Your instructions >>
Everything from the line with "Digitize the connectivity" to the end of the material is to be retyped exactly, both ends included, and nothing else.

- - -

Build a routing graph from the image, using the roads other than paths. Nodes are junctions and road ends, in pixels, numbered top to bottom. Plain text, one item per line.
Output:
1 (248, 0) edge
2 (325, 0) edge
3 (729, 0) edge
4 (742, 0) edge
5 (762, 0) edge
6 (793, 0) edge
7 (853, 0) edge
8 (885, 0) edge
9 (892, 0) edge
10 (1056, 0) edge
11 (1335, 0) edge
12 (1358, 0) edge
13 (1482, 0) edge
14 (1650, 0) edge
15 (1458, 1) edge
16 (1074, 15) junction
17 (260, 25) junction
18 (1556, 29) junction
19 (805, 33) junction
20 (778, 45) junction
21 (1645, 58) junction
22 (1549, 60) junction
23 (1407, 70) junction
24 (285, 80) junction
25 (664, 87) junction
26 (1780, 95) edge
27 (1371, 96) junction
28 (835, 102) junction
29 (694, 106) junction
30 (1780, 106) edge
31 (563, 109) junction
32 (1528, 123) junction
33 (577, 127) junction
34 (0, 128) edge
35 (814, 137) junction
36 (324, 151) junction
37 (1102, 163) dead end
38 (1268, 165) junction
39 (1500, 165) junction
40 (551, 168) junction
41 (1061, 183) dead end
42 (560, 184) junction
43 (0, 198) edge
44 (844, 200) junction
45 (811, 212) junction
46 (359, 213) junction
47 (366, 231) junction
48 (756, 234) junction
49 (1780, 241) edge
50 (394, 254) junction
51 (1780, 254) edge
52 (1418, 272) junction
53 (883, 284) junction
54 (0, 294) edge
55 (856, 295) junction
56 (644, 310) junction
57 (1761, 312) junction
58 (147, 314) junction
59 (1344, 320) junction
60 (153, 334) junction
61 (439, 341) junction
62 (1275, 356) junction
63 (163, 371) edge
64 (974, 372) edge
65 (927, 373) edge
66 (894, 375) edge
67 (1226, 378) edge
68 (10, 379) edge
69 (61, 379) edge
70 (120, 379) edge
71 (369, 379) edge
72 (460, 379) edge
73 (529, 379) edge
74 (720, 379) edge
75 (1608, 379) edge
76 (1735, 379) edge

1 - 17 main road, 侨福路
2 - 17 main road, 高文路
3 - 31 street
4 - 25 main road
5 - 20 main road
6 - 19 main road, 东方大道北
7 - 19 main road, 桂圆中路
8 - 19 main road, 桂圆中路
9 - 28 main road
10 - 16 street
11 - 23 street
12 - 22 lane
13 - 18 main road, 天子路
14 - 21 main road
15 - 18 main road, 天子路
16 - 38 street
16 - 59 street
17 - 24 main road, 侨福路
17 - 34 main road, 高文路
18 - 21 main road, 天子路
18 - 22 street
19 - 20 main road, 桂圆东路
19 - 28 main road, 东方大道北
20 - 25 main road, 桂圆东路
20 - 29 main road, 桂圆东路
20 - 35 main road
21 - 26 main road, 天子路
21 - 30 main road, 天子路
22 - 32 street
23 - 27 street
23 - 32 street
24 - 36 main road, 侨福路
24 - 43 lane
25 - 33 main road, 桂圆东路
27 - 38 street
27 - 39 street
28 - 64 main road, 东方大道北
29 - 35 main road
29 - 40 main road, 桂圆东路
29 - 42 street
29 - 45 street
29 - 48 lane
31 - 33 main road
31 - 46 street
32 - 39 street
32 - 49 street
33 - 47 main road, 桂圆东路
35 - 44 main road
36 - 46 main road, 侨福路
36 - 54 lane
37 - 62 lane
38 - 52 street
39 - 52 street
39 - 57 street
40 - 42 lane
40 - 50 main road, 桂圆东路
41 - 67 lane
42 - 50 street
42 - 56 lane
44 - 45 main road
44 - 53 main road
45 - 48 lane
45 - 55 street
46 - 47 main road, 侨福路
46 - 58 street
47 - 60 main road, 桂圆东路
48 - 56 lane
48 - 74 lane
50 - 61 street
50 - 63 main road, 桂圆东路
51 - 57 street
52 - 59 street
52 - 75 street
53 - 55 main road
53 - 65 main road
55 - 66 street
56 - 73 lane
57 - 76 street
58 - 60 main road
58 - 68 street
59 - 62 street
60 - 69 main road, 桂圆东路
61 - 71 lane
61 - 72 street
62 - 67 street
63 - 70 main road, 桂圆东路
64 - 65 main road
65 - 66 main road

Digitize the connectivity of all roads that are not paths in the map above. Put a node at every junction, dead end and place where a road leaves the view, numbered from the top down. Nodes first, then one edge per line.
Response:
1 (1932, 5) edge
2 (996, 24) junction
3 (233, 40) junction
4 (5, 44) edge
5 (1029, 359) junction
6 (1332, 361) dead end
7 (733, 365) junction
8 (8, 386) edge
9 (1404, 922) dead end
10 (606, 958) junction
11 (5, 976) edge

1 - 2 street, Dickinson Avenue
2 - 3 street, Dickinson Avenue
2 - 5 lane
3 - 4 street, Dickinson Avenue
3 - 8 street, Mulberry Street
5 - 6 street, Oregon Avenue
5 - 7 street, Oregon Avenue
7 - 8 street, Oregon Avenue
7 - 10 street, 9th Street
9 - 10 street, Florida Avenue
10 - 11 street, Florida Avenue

- - -

Expected answer >>
Digitize the connectivity of all roads that are not paths in the map above. Put a node at every junction, dead end and place where a road leaves the view, numbered from the top down. Nodes first, then one edge per line.
Response:
1 (1932, 5) edge
2 (996, 24) junction
3 (233, 40) junction
4 (5, 44) edge
5 (1029, 359) junction
6 (1332, 361) dead end
7 (733, 365) junction
8 (8, 386) edge
9 (1404, 922) dead end
10 (606, 958) junction
11 (5, 976) edge

1 - 2 street, Dickinson Avenue
2 - 3 street, Dickinson Avenue
2 - 5 lane
3 - 4 street, Dickinson Avenue
3 - 8 street, Mulberry Street
5 - 6 street, Oregon Avenue
5 - 7 street, Oregon Avenue
7 - 8 street, Oregon Avenue
7 - 10 street, 9th Street
9 - 10 street, Florida Avenue
10 - 11 street, Florida Avenue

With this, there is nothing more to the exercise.